Description of the task: The full listing, written out exactly and without images, is the expected result.

Records for this exercise:
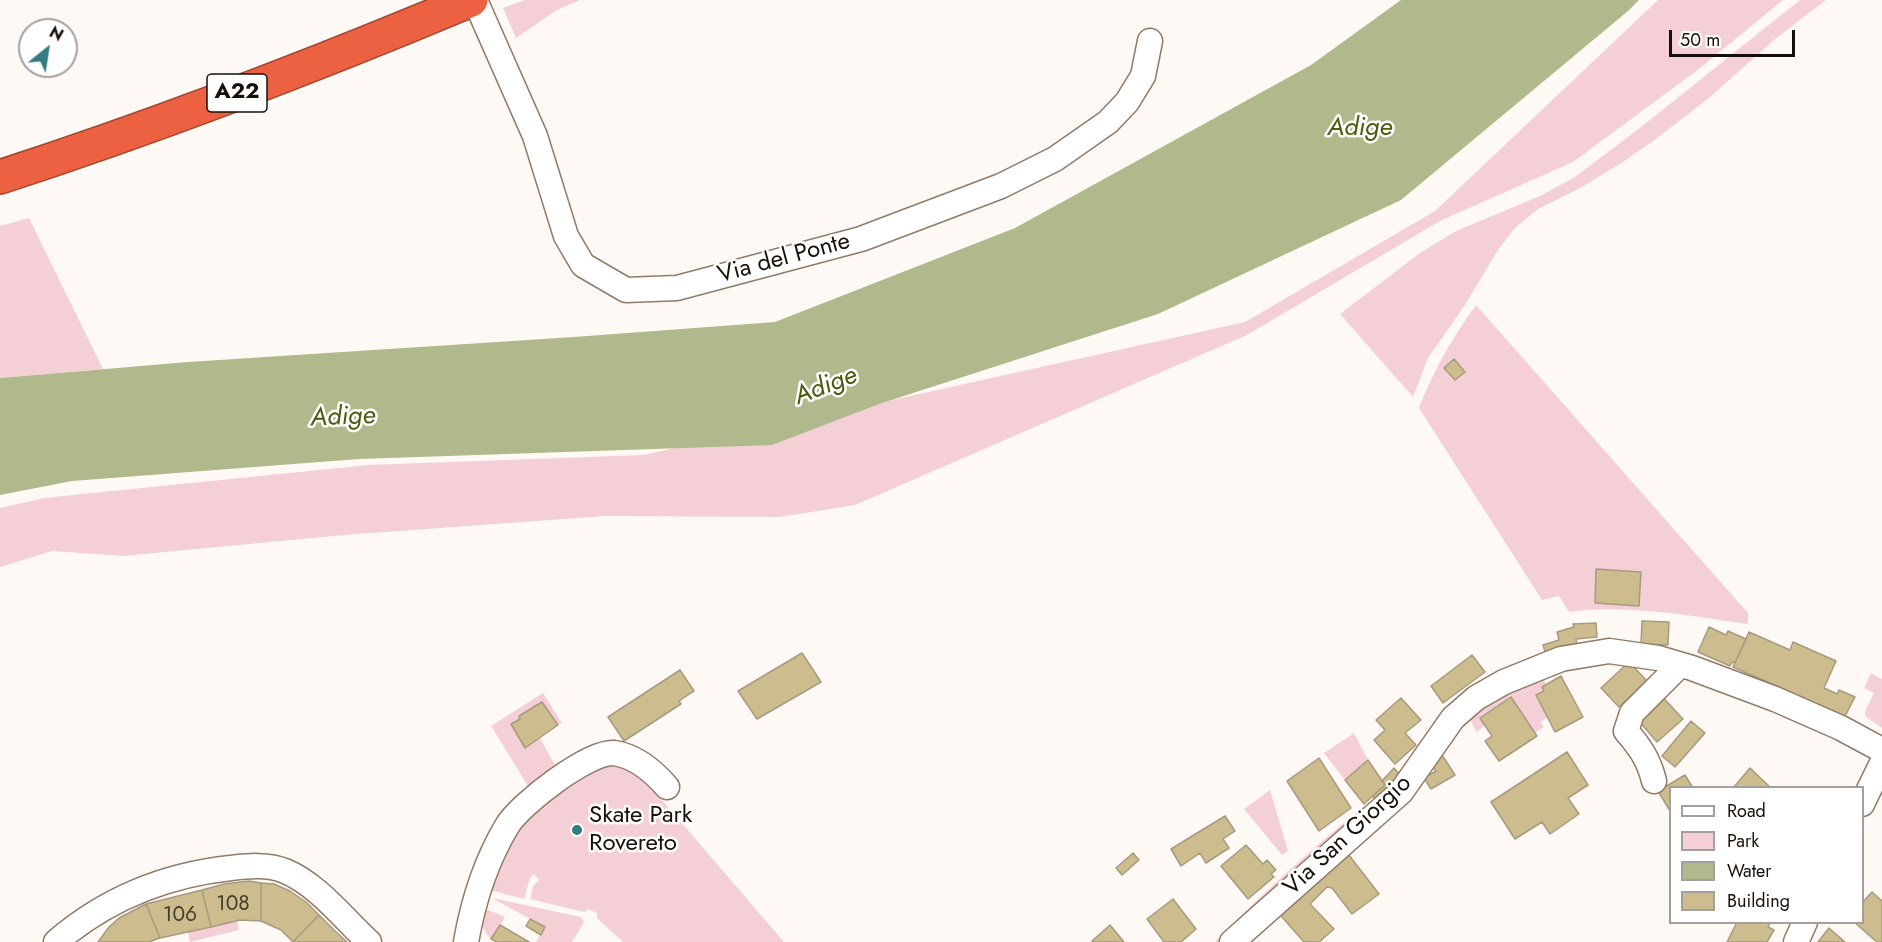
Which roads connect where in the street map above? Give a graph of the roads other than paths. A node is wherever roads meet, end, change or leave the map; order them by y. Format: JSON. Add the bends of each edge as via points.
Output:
{"nodes":[{"id":1,"x":416,"y":0,"type":"edge"},
{"id":2,"x":473,"y":0,"type":"edge"},
{"id":3,"x":1150,"y":41,"type":"dead end"},
{"id":4,"x":0,"y":155,"type":"edge"},
{"id":5,"x":0,"y":177,"type":"edge"},
{"id":6,"x":1680,"y":665,"type":"junction"},
{"id":7,"x":1882,"y":750,"type":"edge"},
{"id":8,"x":1882,"y":763,"type":"edge"},
{"id":9,"x":1654,"y":781,"type":"dead end"},
{"id":10,"x":667,"y":787,"type":"dead end"},
{"id":11,"x":1864,"y":802,"type":"edge"},
{"id":12,"x":1804,"y":924,"type":"edge"},
{"id":13,"x":56,"y":942,"type":"edge"},
{"id":14,"x":369,"y":942,"type":"edge"},
{"id":15,"x":466,"y":942,"type":"edge"},
{"id":16,"x":1232,"y":942,"type":"edge"},
{"id":17,"x":1796,"y":942,"type":"edge"}],
"edges":[{"from":1,"to":4,"type":"highway","number":"A22","via":[[202,84]]},
{"from":2,"to":3,"type":"street","name":"Via del Ponte","via":[[535,136],[566,236],[583,266],[626,290],[677,288],[861,239],[1001,186],[1055,159],[1108,122],[1127,102],[1143,76]]},
{"from":2,"to":5,"type":"highway","number":"A22","via":[[122,137]]},
{"from":6,"to":7,"type":"street","name":"Via San Giorgio","via":[[1786,704]]},
{"from":6,"to":9,"type":"street","via":[[1632,713],[1626,730],[1650,764]]},
{"from":6,"to":16,"type":"street","name":"Via San Giorgio","via":[[1609,651],[1583,654],[1504,682],[1476,698],[1453,718],[1401,792]]},
{"from":8,"to":11,"type":"street"},
{"from":10,"to":15,"type":"street","via":[[642,764],[615,753],[601,754],[541,791],[508,824],[495,848],[471,913]]},
{"from":12,"to":17,"type":"street"},
{"from":13,"to":14,"type":"street","via":[[115,901],[140,889],[196,873],[250,866],[284,870],[306,882]]}]}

Response area:
Which roads connect where in the street map above? Give a graph of the roads other than paths. A node is wherever roads meet, end, change or leave the map; order them by y. Format: JSON. Add the bends of each edge as via points.
Output:
{"nodes":[{"id":1,"x":416,"y":0,"type":"edge"},
{"id":2,"x":473,"y":0,"type":"edge"},
{"id":3,"x":1150,"y":41,"type":"dead end"},
{"id":4,"x":0,"y":155,"type":"edge"},
{"id":5,"x":0,"y":177,"type":"edge"},
{"id":6,"x":1680,"y":665,"type":"junction"},
{"id":7,"x":1882,"y":750,"type":"edge"},
{"id":8,"x":1882,"y":763,"type":"edge"},
{"id":9,"x":1654,"y":781,"type":"dead end"},
{"id":10,"x":667,"y":787,"type":"dead end"},
{"id":11,"x":1864,"y":802,"type":"edge"},
{"id":12,"x":1804,"y":924,"type":"edge"},
{"id":13,"x":56,"y":942,"type":"edge"},
{"id":14,"x":369,"y":942,"type":"edge"},
{"id":15,"x":466,"y":942,"type":"edge"},
{"id":16,"x":1232,"y":942,"type":"edge"},
{"id":17,"x":1796,"y":942,"type":"edge"}],
"edges":[{"from":1,"to":4,"type":"highway","number":"A22","via":[[202,84]]},
{"from":2,"to":3,"type":"street","name":"Via del Ponte","via":[[535,136],[566,236],[583,266],[626,290],[677,288],[861,239],[1001,186],[1055,159],[1108,122],[1127,102],[1143,76]]},
{"from":2,"to":5,"type":"highway","number":"A22","via":[[122,137]]},
{"from":6,"to":7,"type":"street","name":"Via San Giorgio","via":[[1786,704]]},
{"from":6,"to":9,"type":"street","via":[[1632,713],[1626,730],[1650,764]]},
{"from":6,"to":16,"type":"street","name":"Via San Giorgio","via":[[1609,651],[1583,654],[1504,682],[1476,698],[1453,718],[1401,792]]},
{"from":8,"to":11,"type":"street"},
{"from":10,"to":15,"type":"street","via":[[642,764],[615,753],[601,754],[541,791],[508,824],[495,848],[471,913]]},
{"from":12,"to":17,"type":"street"},
{"from":13,"to":14,"type":"street","via":[[115,901],[140,889],[196,873],[250,866],[284,870],[306,882]]}]}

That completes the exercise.